### ABOUT THIS EXERCISE
Go through the entries below, tally each line that has the word "nodes", and give only the total.

┄┄┄┄┄┄┄┄┄┄┄┄┄┄┄┄┄┄┄┄

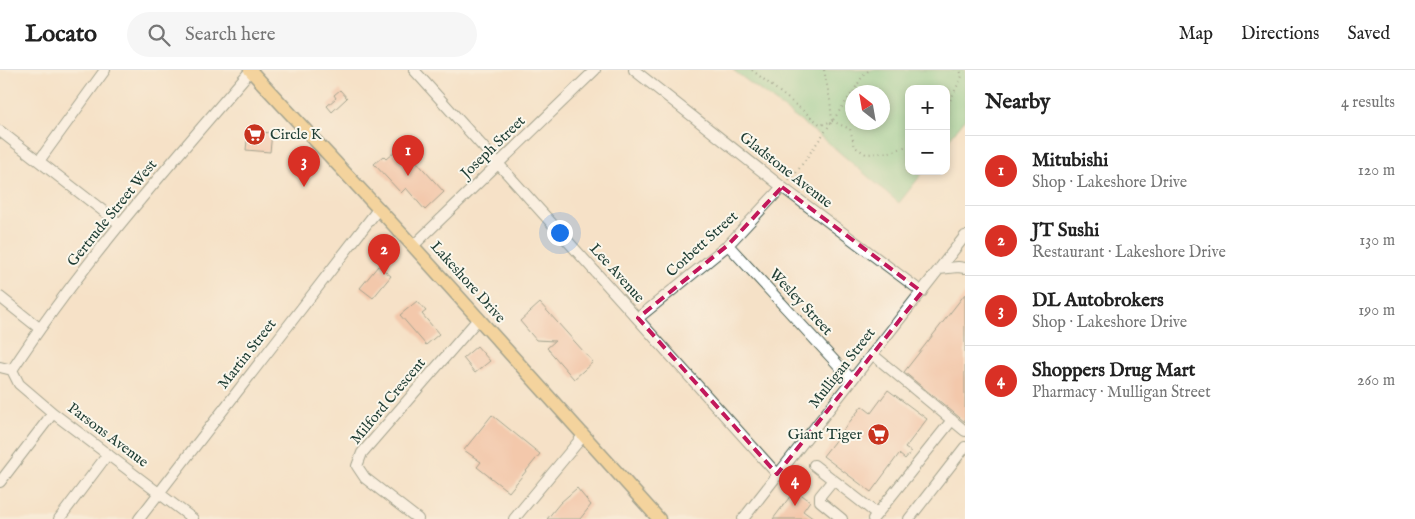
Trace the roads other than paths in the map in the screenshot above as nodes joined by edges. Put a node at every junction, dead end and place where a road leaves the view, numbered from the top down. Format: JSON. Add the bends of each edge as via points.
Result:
{"nodes":[{"id":1,"x":105,"y":70,"type":"edge"},
{"id":2,"x":250,"y":70,"type":"edge"},
{"id":3,"x":414,"y":70,"type":"edge"},
{"id":4,"x":595,"y":70,"type":"edge"},
{"id":5,"x":634,"y":70,"type":"edge"},
{"id":6,"x":0,"y":131,"type":"edge"},
{"id":7,"x":39,"y":161,"type":"junction"},
{"id":8,"x":498,"y":163,"type":"junction"},
{"id":9,"x":782,"y":187,"type":"junction"},
{"id":10,"x":379,"y":208,"type":"junction"},
{"id":11,"x":120,"y":224,"type":"junction"},
{"id":12,"x":965,"y":236,"type":"edge"},
{"id":13,"x":728,"y":245,"type":"junction"},
{"id":14,"x":413,"y":246,"type":"junction"},
{"id":15,"x":965,"y":268,"type":"edge"},
{"id":16,"x":940,"y":269,"type":"junction"},
{"id":17,"x":922,"y":292,"type":"junction"},
{"id":18,"x":0,"y":297,"type":"edge"},
{"id":19,"x":478,"y":318,"type":"junction"},
{"id":20,"x":638,"y":318,"type":"junction"},
{"id":21,"x":39,"y":328,"type":"junction"},
{"id":22,"x":872,"y":354,"type":"junction"},
{"id":23,"x":0,"y":368,"type":"edge"},
{"id":24,"x":12,"y":370,"type":"junction"},
{"id":25,"x":852,"y":380,"type":"junction"},
{"id":26,"x":54,"y":413,"type":"junction"},
{"id":27,"x":952,"y":420,"type":"junction"},
{"id":28,"x":965,"y":431,"type":"edge"},
{"id":29,"x":583,"y":436,"type":"junction"},
{"id":30,"x":965,"y":447,"type":"edge"},
{"id":31,"x":108,"y":454,"type":"junction"},
{"id":32,"x":814,"y":465,"type":"dead end"},
{"id":33,"x":777,"y":474,"type":"junction"},
{"id":34,"x":833,"y":480,"type":"junction"},
{"id":35,"x":0,"y":482,"type":"edge"},
{"id":36,"x":159,"y":492,"type":"junction"},
{"id":37,"x":875,"y":516,"type":"edge"},
{"id":38,"x":59,"y":519,"type":"edge"},
{"id":39,"x":139,"y":519,"type":"edge"},
{"id":40,"x":193,"y":519,"type":"edge"},
{"id":41,"x":418,"y":519,"type":"edge"},
{"id":42,"x":514,"y":519,"type":"edge"},
{"id":43,"x":659,"y":519,"type":"edge"},
{"id":44,"x":743,"y":519,"type":"edge"},
{"id":45,"x":842,"y":519,"type":"edge"},
{"id":46,"x":909,"y":519,"type":"edge"}],
"edges":[{"from":1,"to":7,"type":"street"},
{"from":2,"to":10,"type":"main road","name":"Lakeshore Drive"},
{"from":2,"to":11,"type":"street","name":"Gertrude Street West"},
{"from":3,"to":8,"type":"street","name":"Lee Avenue"},
{"from":4,"to":8,"type":"street","name":"Joseph Street"},
{"from":5,"to":9,"type":"street","name":"Gladstone Avenue"},
{"from":6,"to":7,"type":"street"},
{"from":7,"to":11,"type":"street"},
{"from":8,"to":14,"type":"street","name":"Joseph Street"},
{"from":8,"to":20,"type":"street","name":"Lee Avenue"},
{"from":9,"to":13,"type":"street","name":"Corbett Street"},
{"from":9,"to":17,"type":"street","name":"Gladstone Avenue"},
{"from":10,"to":14,"type":"main road","name":"Lakeshore Drive"},
{"from":10,"to":36,"type":"street","name":"Martin Street"},
{"from":11,"to":21,"type":"street","name":"Gertrude Street West"},
{"from":12,"to":16,"type":"street","name":"Mulligan Street"},
{"from":13,"to":20,"type":"street","name":"Corbett Street"},
{"from":13,"to":25,"type":"street","name":"Wesley Street"},
{"from":14,"to":19,"type":"main road","name":"Lakeshore Drive"},
{"from":15,"to":16,"type":"street"},
{"from":16,"to":17,"type":"street","name":"Mulligan Street"},
{"from":17,"to":22,"type":"street","name":"Mulligan Street"},
{"from":18,"to":21,"type":"street"},
{"from":19,"to":29,"type":"main road","name":"Lakeshore Drive"},
{"from":19,"to":41,"type":"street","name":"Milford Crescent","via":[[362,453],[357,466],[365,478]]},
{"from":20,"to":33,"type":"street","name":"Lee Avenue"},
{"from":21,"to":24,"type":"street","name":"Gertrude Street West"},
{"from":22,"to":25,"type":"street","name":"Mulligan Street"},
{"from":22,"to":27,"type":"street"},
{"from":23,"to":24,"type":"street"},
{"from":24,"to":26,"type":"street","name":"Parsons Avenue","via":[[19,384]]},
{"from":25,"to":33,"type":"street","name":"Mulligan Street"},
{"from":26,"to":31,"type":"street","name":"Parsons Avenue"},
{"from":26,"to":35,"type":"street"},
{"from":27,"to":28,"type":"street"},
{"from":27,"to":37,"type":"street"},
{"from":29,"to":42,"type":"street"},
{"from":29,"to":43,"type":"main road","name":"Lakeshore Drive"},
{"from":30,"to":46,"type":"street"},
{"from":31,"to":36,"type":"street","name":"Parsons Avenue"},
{"from":31,"to":38,"type":"street"},
{"from":32,"to":34,"type":"street"},
{"from":33,"to":44,"type":"street","name":"Mulligan Street"},
{"from":34,"to":37,"type":"street"},
{"from":34,"to":45,"type":"street","via":[[820,496],[820,501]]},
{"from":36,"to":39,"type":"street","name":"Martin Street"},
{"from":36,"to":40,"type":"street","name":"Parsons Avenue"}]}
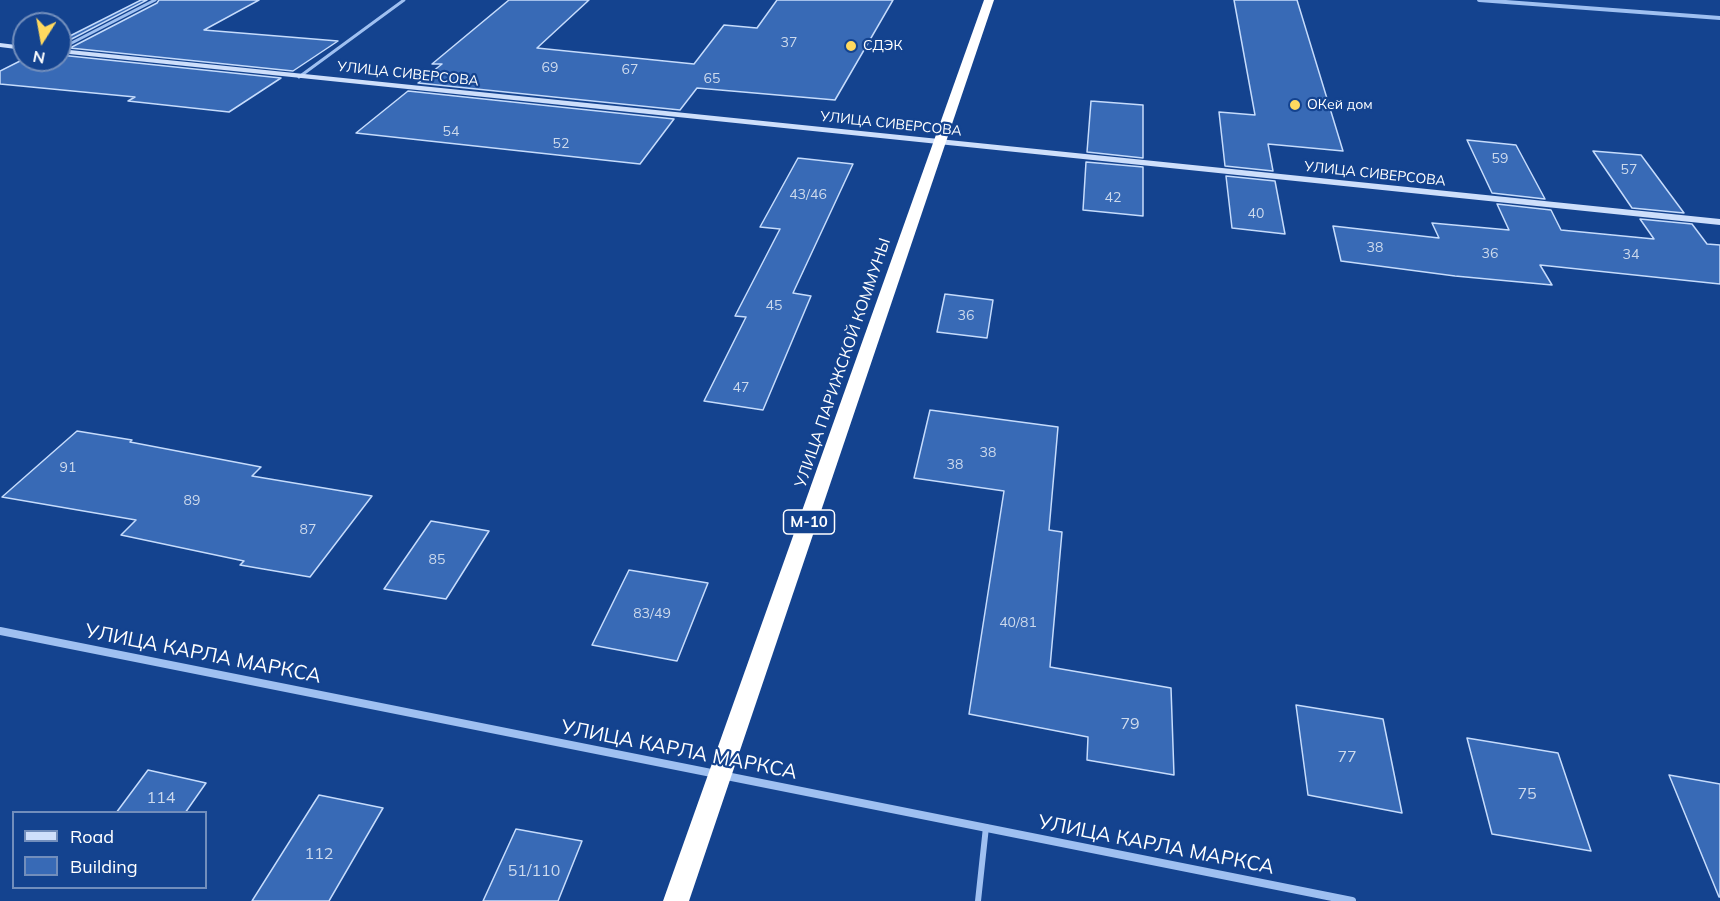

┄┄┄┄┄┄┄┄┄┄┄┄┄┄┄┄┄┄┄┄

### RESULT OF THIS TASK
2